Excluding current maturities of long-term debt, as at March 31, 2024 and December 31, 2023, we had positive working capital positions of $1.2 billion and $3.0 billion, respectively. During both the three months ended March 31, 2024 and the year ended December 31, 2023, the major contributing factor to the positive working capital position was due to the increase in cash associated with pre-funding of the Acquisitions. The decrease to the working capital position at March 31, 2024 compared to December 31, 2023 was due to the closing of the EOG Acquisition. We maintain significant liquidity in the form of committed credit facilities and other sources as previously discussed, which enable the funding of liabilities as they become due.
SOURCES AND USES OF CASH
| | | | | | | | | | | |
| | | Three months ended March 31, |
| | | | 2024 | 2023 |
(millions of Canadian dollars) | | | | | |
Operating activities | | | | 3,151 | 3,866 |
Investing activities | | | | (7,792) | (1,437) |
Financing activities | | | | (120) | (2,289) |
Effect of translation of foreign denominated cash and cash equivalents and restricted cash | | | | 161 | 4 |
Net change in cash and cash equivalents and restricted cash | | | | (4,600) | 144 |
Significant sources and uses of cash for the three months ended March 31, 2024 and 2023 are summarized below:
Operating Activities
Typically, the primary factors impacting cash provided by operating activities period-over-period include changes in our operating assets and liabilities in the normal course due to various factors, including the impact of fluctuations in commodity prices and activity levels on working capital within our business segments, the timing of tax payments and cash receipts and payments generally. Cash provided by operating activities is also impacted by changes in earnings and certain infrequent or other non-operating factors, as discussed in Results of Operations, as well as Distributions from equity investments.
Investing Activities
Cash used in investing activities includes capital expenditures to execute our capital program, which is further described in Growth Projects - Commercially Secured Projects. The timing of project approval, construction and in-service dates impacts the timing of cash requirements. Cash used in investing activities is also impacted by acquisitions and changes in contributions to, and distributions from, our equity investments. The increase in cash used in investing activities period-over-period was primarily due to the EOG and Tomorrow RNG acquisitions.
Financing Activities
Cash used in financing activities primarily relates to issuances and repayments of external debt, as well as transactions with our common and preference shareholders relating to dividends, share issuances, share redemptions and common share repurchases under our normal course issuer bid (NCIB). Cash used in financing activities is also impacted by changes in distributions to, and contributions from, noncontrolling interests. Factors impacting the decrease in cash used in financing activities period-over-period primarily include:
•net commercial paper and credit facility draws in 2024 when compared to net repayments during the same period in 2023; and
•lower net repayments of short-term borrowings in 2024 when compared to the same period in 2023.

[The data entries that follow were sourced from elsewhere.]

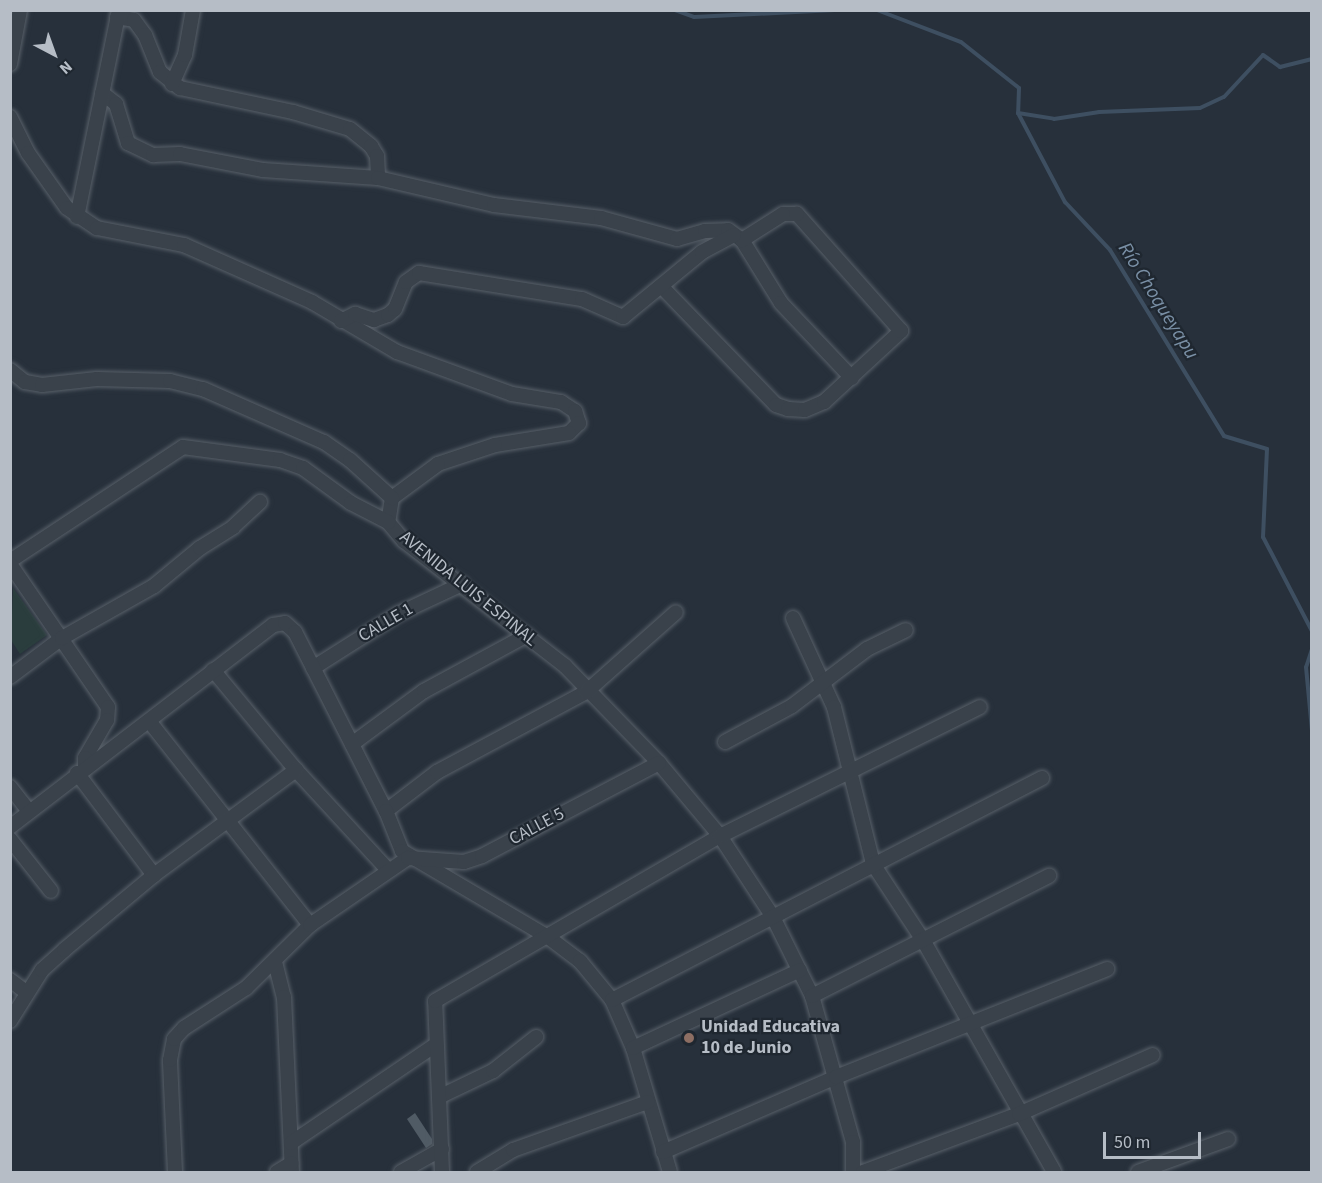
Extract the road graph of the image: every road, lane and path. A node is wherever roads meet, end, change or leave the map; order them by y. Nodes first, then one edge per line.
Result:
1 (20, 10) edge
2 (193, 10) edge
3 (118, 14) edge
4 (10, 64) edge
5 (172, 84) junction
6 (102, 93) junction
7 (10, 117) edge
8 (378, 177) junction
9 (77, 217) junction
10 (738, 237) junction
11 (661, 286) junction
12 (341, 321) junction
13 (10, 370) edge
14 (852, 378) junction
15 (392, 498) junction
16 (260, 502) dead end
17 (388, 522) junction
18 (10, 563) edge
19 (462, 584) junction
20 (676, 612) dead end
21 (793, 618) dead end
22 (906, 630) dead end
23 (527, 635) junction
24 (62, 638) junction
25 (313, 668) junction
26 (213, 670) junction
27 (10, 677) edge
28 (823, 683) junction
29 (586, 692) junction
30 (980, 707) dead end
31 (149, 720) junction
32 (725, 742) dead end
33 (352, 744) junction
34 (659, 763) junction
35 (296, 770) junction
36 (81, 771) junction
37 (851, 774) junction
38 (1042, 778) dead end
39 (10, 788) edge
40 (29, 811) junction
41 (386, 811) junction
42 (228, 821) junction
43 (10, 827) edge
44 (720, 836) junction
45 (10, 839) edge
46 (408, 858) junction
47 (873, 864) junction
48 (388, 870) junction
49 (154, 875) junction
50 (1049, 876) dead end
51 (51, 891) dead end
52 (773, 917) junction
53 (310, 925) junction
54 (548, 937) junction
55 (922, 940) junction
56 (275, 962) junction
57 (1107, 969) dead end
58 (800, 970) junction
59 (10, 980) edge
60 (27, 993) junction
61 (812, 996) junction
62 (612, 1000) junction
63 (10, 1021) edge
64 (971, 1026) junction
65 (536, 1037) dead end
66 (435, 1045) junction
67 (633, 1048) junction
68 (1153, 1055) dead end
69 (837, 1077) junction
70 (441, 1096) junction
71 (648, 1101) junction
72 (1020, 1114) junction
73 (1227, 1139) dead end
74 (291, 1143) junction
75 (442, 1149) junction
76 (663, 1152) junction
77 (292, 1168) edge
78 (175, 1173) edge
79 (277, 1173) edge
80 (401, 1173) edge
81 (442, 1173) edge
82 (477, 1173) edge
83 (670, 1173) edge
84 (853, 1173) edge
85 (863, 1173) edge
86 (1054, 1173) edge
87 (1138, 1173) edge

1 - 4 street
2 - 5 street
3 - 5 street
3 - 6 street
5 - 8 street
6 - 8 street
6 - 9 street
7 - 9 street
8 - 10 street
9 - 12 street
10 - 11 street
10 - 14 street
10 - 14 street
11 - 12 street
11 - 14 street
12 - 15 street
13 - 15 street
15 - 17 street, AVENIDA LUIS ESPINAL
16 - 24 street
17 - 18 street
17 - 19 street, AVENIDA LUIS ESPINAL
18 - 24 street
19 - 23 street, AVENIDA LUIS ESPINAL
19 - 25 street, CALLE 1
20 - 29 street
21 - 28 street
22 - 28 street
23 - 29 street, AVENIDA LUIS ESPINAL
23 - 33 street
24 - 27 street
24 - 36 street
25 - 26 street
25 - 33 street
26 - 31 street
26 - 35 street
28 - 32 street
28 - 37 street
29 - 34 street, AVENIDA LUIS ESPINAL
29 - 41 street
30 - 37 street
31 - 36 street
31 - 42 street
33 - 41 street
34 - 44 street, AVENIDA LUIS ESPINAL
34 - 46 street, CALLE 5
35 - 42 street
35 - 48 street
36 - 40 street
36 - 49 street
37 - 44 street
37 - 47 street
38 - 47 street
39 - 40 street
40 - 43 street
41 - 46 street
42 - 49 street
42 - 53 street
44 - 52 street, AVENIDA LUIS ESPINAL
44 - 54 street
45 - 51 street
46 - 48 street
46 - 54 street
47 - 52 street
47 - 55 street
48 - 53 street
49 - 60 street
50 - 55 street
52 - 58 street, AVENIDA LUIS ESPINAL
52 - 62 street
53 - 56 street
54 - 62 street
54 - 66 street
55 - 61 street
55 - 64 street
56 - 74 street
56 - 78 street
57 - 64 street
58 - 61 street, AVENIDA LUIS ESPINAL
58 - 67 street
59 - 60 street
60 - 63 street
61 - 69 street, AVENIDA LUIS ESPINAL
62 - 67 street
64 - 69 street
64 - 72 street
65 - 70 street
66 - 70 street
66 - 74 street
67 - 71 street
68 - 72 street
69 - 76 street
69 - 84 street, AVENIDA LUIS ESPINAL
70 - 75 street
71 - 76 street
71 - 82 street
72 - 85 street
72 - 86 street
73 - 87 street
74 - 77 street
75 - 80 street
75 - 81 street
76 - 83 street
77 - 79 street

The factors above were partially offset by:
•an absence in 2024 of long-term debt issuances, as well as higher long-term debt repayments in 2024 when compared to the same period in 2023; and
•increased common share dividend payments primarily due to the increase in our common share dividend rate and an increase in the number of common shares outstanding.
SUMMARIZED FINANCIAL INFORMATION
On January 22, 2019, Enbridge entered into supplemental indentures with its wholly-owned subsidiaries, SEP and EEP (together, the Partnerships), pursuant to which Enbridge fully and unconditionally guaranteed, on a senior unsecured basis, the payment obligations of the Partnerships with respect to the outstanding series of notes issued under the respective indentures of the Partnerships. Concurrently, the Partnerships entered into a subsidiary guarantee agreement pursuant to which they fully and unconditionally guaranteed, on a senior unsecured basis, the outstanding series of senior notes of Enbridge. The Partnerships have also entered into supplemental indentures with Enbridge pursuant to which the Partnerships have issued full and unconditional guarantees, on a senior unsecured basis, of senior notes issued by Enbridge subsequent to January 22, 2019. As a result of the guarantees, holders of any of the outstanding guaranteed notes of the Partnerships (the Guaranteed Partnership Notes) are in the same position with respect to the net assets, income and cash flows of Enbridge as holders of Enbridge's outstanding guaranteed notes (the Guaranteed Enbridge Notes), and vice versa. Other than the Partnerships, Enbridge subsidiaries (including the subsidiaries of the Partnerships, collectively, the Subsidiary Non-Guarantors), are not parties to the subsidiary guarantee agreement and have not otherwise guaranteed any of Enbridge's outstanding series of senior notes.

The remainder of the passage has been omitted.